In [21]:
import re
import pandas as pd
import bs4
import requests
import spacy
from spacy import displacy
nlp = spacy.load('en_core_web_sm')

from spacy.matcher import Matcher 
from spacy.tokens import Span 

import networkx as nx

import matplotlib.pyplot as plt
from tqdm import tqdm
import nltk
import pdfplumber
import joblib
pd.set_option('display.max_colwidth', 200)
%matplotlib inline

import pandas as pd #for handling csv and csv contents
from rdflib import Graph, Literal, RDF, URIRef, Namespace #basic RDF handling
from rdflib.namespace import FOAF , XSD #most common namespaces
import urllib.parse #for parsing strings to URI's
import warnings
warnings.filterwarnings("ignore")


# Lets get the data and preprocess it

## Loading Data

In [2]:
def load_data(deb, fin):
    pdf = pdfplumber.open('docs/PMBOK 5th.pdf')
    text=''
    for i in range(deb,fin):
        page = pdf.pages[i]
        text += page.extract_text()
    return text

In [3]:
P1 = load_data(334, 344)

P2 = load_data(344, 353)

P3 = load_data(353, 359)

P4 = load_data(359, 368)

P5 = load_data(367, 374)

P6 = load_data(374, 381)

## Cleaning The Data

In [4]:
def clean(text):
    # Remove numbers
    text = re.sub('[\d]+','',text)
    text = re.sub('[\t\n\r\f\v]',' ',text)
    text = re.sub('[•-]','',text)
    text = re.sub("\s\s+" , " ", text)
    text = text.replace('&',"and").replace('©',"").replace('—The'," is the").lower()
    text = text.replace('  project management institute. a guide to the project management body of knowledge (pmbok® guide) – fifth edition licensed to: jorge diego fuentes sanchez pmi memberid: this copy is a pmi member benefit, not for distribution, sale, or reproduction.','')
    return text

In [5]:
P1_clean = clean(P1)

P2_clean = clean(P2)

P3_clean = clean(P3)

P4_clean = clean(P4)

P5_clean = clean(P5)

P6_clean = clean(P6)

# Now we have to split our data into sentences

In [8]:
P1_SENT = nltk.tokenize.sent_tokenize(P1_clean)
P2_SENT = nltk.tokenize.sent_tokenize(P2_clean)
P3_SENT = nltk.tokenize.sent_tokenize(P3_clean)
P4_SENT = nltk.tokenize.sent_tokenize(P4_clean)
P5_SENT = nltk.tokenize.sent_tokenize(P5_clean)
P6_SENT = nltk.tokenize.sent_tokenize(P6_clean)

In [9]:
df1 = pd.DataFrame({'sentence': P1_SENT})
df2 = pd.DataFrame({'sentence': P2_SENT})
df3 = pd.DataFrame({'sentence': P3_SENT})
df4 = pd.DataFrame({'sentence': P4_SENT})
df5 = pd.DataFrame({'sentence': P5_SENT})
df6 = pd.DataFrame({'sentence': P6_SENT})

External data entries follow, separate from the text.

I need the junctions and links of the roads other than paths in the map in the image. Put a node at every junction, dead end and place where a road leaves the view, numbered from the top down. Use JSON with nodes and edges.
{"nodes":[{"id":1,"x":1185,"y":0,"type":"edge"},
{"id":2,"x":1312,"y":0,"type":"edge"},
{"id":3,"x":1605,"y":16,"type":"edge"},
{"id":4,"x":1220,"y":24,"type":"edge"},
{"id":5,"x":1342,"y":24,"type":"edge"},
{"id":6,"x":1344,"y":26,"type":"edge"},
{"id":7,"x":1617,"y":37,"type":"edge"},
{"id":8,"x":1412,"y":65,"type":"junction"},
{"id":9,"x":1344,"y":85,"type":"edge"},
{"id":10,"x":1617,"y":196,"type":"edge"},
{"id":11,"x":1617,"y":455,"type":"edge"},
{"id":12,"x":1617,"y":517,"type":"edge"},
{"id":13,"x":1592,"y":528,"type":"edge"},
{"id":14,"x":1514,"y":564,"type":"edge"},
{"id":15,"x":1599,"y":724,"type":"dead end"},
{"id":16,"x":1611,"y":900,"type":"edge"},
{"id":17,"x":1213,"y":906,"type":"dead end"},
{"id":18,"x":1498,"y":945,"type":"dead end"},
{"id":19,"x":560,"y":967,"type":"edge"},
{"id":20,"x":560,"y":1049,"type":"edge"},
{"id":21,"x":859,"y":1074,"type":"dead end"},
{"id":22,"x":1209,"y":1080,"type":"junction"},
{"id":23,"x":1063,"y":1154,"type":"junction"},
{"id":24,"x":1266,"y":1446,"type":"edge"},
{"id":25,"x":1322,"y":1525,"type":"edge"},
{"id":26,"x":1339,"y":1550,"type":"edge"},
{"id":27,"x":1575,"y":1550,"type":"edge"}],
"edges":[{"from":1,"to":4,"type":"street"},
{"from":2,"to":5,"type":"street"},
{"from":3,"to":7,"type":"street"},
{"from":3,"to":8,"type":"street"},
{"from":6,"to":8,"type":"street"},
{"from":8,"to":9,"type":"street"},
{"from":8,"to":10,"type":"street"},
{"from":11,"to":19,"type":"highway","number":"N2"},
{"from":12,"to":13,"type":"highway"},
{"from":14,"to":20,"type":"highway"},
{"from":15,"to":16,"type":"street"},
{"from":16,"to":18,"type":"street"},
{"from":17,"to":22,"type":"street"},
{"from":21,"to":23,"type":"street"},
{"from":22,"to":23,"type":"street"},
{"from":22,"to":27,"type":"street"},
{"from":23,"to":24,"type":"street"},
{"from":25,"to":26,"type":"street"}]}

# Entity and Relation Extraction

## Extracting Entities

In [10]:
def get_entities(sent):
    ## chunk 1
    ent1 = ""
    ent2 = ""

    prv_tok_dep = ""  # dependency tag of previous token in the sentence
    prv_tok_text = ""  # previous token in the sentence

    prefix = ""
    modifier = ""

    #############################################################

    for tok in nlp(sent):
        ## chunk 2
        # if token is a punctuation mark then move on to the next token
        if tok.dep_ != "punct":
            # check: token is a compound word or not
            if tok.dep_ == "compound":
                prefix = tok.text
                # if the previous word was also a 'compound' then add the current word to it
                if prv_tok_dep == "compound":
                    prefix = prv_tok_text + " " + tok.text

            # check: token is a modifier or not
            if tok.dep_.endswith("mod") == True:
                modifier = tok.text
                # if the previous word was also a 'compound' then add the current word to it
                if prv_tok_dep == "compound":
                    modifier = prv_tok_text + " " + tok.text

            ## chunk 3
            if tok.dep_.find("subj") == True:
                ent1 = modifier + " " + prefix + " " + tok.text
                prefix = ""
                modifier = ""
                prv_tok_dep = ""
                prv_tok_text = ""

            ## chunk 4
            if tok.dep_.find("obj") == True:
                ent2 = modifier + " " + prefix + " " + tok.text

            ## chunk 5
            # update variables
            prv_tok_dep = tok.dep_
            prv_tok_text = tok.text
    #############################################################

    return [ent1.strip(), ent2.strip()]

Now we can use this function to extract these entity pairs for all the sentences in our data:

In [11]:
def make_entity(df):
    entity_pairs = []
    for i in df["sentence"]:
        entity_pairs.append(get_entities(i))
    return entity_pairs

In [12]:
entity_pairs1 = make_entity(df1)
entity_pairs2 = make_entity(df2)
entity_pairs3 = make_entity(df3)
entity_pairs4 = make_entity(df4)
entity_pairs5 = make_entity(df5)
entity_pairs6 = make_entity(df6)

## Relation / Predicate Extraction

In [14]:
def get_relation(sent):

    doc = nlp(sent)

    # Matcher class object
    matcher = Matcher(nlp.vocab)

    #define the pattern
    pattern = [ {'DEP':'ROOT'}, 
                {'DEP':'prep','OP':"?"},
                {'DEP':'agent','OP':"?"},  
                {'POS':'ADJ','OP':"?"} ] 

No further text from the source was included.